*** Source material ***

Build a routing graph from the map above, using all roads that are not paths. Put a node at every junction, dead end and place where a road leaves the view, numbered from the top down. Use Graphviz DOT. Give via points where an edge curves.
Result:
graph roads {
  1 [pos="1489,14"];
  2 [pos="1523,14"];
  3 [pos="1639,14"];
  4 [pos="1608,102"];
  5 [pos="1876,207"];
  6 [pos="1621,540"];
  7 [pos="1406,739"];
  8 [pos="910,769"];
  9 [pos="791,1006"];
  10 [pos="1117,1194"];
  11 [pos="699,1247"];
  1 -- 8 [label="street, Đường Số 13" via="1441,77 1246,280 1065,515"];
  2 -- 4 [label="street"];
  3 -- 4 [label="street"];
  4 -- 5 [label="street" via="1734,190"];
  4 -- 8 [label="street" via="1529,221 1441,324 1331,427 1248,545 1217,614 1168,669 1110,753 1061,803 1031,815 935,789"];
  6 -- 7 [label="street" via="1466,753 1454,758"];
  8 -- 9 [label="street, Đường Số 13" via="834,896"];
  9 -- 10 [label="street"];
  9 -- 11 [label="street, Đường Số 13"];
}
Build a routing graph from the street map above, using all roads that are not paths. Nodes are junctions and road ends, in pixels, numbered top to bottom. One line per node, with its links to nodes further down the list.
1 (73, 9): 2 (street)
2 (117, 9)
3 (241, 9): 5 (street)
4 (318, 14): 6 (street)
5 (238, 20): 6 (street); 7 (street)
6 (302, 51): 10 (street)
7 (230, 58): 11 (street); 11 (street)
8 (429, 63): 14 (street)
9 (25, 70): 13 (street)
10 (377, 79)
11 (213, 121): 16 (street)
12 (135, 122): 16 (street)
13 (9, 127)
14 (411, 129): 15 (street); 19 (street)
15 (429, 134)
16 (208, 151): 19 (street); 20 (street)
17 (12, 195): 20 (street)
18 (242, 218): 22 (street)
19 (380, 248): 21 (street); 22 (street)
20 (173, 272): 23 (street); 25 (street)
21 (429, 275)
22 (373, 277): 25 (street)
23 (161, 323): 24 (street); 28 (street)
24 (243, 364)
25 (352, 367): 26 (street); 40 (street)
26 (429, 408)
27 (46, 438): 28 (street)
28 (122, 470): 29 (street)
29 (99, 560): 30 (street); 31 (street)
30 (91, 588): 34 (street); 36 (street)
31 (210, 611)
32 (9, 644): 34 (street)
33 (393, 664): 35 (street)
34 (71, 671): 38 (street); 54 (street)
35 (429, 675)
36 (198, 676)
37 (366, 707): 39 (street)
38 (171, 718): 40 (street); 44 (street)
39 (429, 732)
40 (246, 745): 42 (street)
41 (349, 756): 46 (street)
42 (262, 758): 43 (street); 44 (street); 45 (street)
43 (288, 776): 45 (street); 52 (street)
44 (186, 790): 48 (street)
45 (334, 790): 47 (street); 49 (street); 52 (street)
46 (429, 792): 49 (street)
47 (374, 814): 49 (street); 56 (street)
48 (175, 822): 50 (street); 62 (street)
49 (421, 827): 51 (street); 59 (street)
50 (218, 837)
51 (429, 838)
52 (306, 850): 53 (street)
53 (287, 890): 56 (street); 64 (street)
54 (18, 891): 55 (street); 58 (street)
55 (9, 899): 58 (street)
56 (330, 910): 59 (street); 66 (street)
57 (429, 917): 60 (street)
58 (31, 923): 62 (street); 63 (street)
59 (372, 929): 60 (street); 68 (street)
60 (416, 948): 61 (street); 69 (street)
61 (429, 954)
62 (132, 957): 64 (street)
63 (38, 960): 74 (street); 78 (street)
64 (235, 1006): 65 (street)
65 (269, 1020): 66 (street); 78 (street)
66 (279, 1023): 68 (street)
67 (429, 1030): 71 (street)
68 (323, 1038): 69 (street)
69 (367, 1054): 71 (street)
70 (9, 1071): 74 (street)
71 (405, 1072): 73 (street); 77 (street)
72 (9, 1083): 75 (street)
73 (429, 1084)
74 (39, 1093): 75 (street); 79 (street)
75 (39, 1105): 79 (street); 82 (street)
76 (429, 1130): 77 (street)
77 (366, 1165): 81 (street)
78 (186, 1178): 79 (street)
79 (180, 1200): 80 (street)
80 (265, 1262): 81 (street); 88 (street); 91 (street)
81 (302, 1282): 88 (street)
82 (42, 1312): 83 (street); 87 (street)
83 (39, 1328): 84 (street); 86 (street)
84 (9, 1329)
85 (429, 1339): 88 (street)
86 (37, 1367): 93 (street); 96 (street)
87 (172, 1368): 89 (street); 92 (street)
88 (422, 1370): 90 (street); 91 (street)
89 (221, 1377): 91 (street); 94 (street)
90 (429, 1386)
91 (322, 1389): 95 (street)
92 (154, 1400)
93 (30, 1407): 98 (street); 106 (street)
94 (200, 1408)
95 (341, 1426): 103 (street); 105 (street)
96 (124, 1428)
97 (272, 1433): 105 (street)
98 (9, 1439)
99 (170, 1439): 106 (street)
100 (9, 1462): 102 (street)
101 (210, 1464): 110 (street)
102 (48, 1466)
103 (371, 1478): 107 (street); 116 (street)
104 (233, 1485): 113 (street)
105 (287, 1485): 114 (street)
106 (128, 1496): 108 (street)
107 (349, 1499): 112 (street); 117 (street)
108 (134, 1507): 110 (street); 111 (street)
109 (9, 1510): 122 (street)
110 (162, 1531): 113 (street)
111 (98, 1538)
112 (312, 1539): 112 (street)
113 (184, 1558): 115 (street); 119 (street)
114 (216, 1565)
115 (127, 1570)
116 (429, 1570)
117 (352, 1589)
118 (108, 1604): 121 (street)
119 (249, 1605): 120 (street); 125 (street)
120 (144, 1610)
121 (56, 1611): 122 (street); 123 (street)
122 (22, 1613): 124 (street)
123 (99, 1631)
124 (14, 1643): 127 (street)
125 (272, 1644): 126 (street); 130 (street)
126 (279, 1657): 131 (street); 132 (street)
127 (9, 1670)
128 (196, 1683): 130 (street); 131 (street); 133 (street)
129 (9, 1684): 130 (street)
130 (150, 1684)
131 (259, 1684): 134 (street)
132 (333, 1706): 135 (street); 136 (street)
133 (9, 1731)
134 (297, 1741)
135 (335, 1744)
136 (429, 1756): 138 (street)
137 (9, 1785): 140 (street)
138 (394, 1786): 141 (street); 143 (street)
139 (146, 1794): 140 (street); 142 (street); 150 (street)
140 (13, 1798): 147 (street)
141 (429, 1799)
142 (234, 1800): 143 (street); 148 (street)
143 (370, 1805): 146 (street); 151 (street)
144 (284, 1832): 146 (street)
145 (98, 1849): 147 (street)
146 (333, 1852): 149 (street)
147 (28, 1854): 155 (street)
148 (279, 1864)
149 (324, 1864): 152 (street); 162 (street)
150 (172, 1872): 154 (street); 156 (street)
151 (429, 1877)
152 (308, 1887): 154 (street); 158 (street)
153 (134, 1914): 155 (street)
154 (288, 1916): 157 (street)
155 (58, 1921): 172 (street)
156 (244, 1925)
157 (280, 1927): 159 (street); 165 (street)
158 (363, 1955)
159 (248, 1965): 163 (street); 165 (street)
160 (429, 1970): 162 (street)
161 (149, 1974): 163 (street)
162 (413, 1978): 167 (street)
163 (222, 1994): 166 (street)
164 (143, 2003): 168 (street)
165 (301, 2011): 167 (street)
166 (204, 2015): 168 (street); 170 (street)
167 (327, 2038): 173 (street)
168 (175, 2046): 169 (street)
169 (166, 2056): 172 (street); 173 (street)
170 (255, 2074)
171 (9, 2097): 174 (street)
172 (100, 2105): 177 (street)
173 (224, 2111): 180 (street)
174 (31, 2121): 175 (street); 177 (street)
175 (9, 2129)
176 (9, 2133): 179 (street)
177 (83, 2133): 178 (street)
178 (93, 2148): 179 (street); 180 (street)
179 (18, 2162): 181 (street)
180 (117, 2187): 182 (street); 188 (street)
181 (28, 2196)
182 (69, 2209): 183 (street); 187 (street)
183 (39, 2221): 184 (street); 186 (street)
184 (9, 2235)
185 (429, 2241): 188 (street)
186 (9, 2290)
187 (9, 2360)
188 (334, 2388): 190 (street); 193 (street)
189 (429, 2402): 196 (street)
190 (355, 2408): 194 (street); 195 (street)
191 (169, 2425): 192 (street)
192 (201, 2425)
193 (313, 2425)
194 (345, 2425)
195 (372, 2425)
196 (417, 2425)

***

The answer should consist of all lines from the records above that hold the word "Đường".

  1 -- 8 [label="street, Đường Số 13" via="1441,77 1246,280 1065,515"];
  8 -- 9 [label="street, Đường Số 13" via="834,896"];
  9 -- 11 [label="street, Đường Số 13"];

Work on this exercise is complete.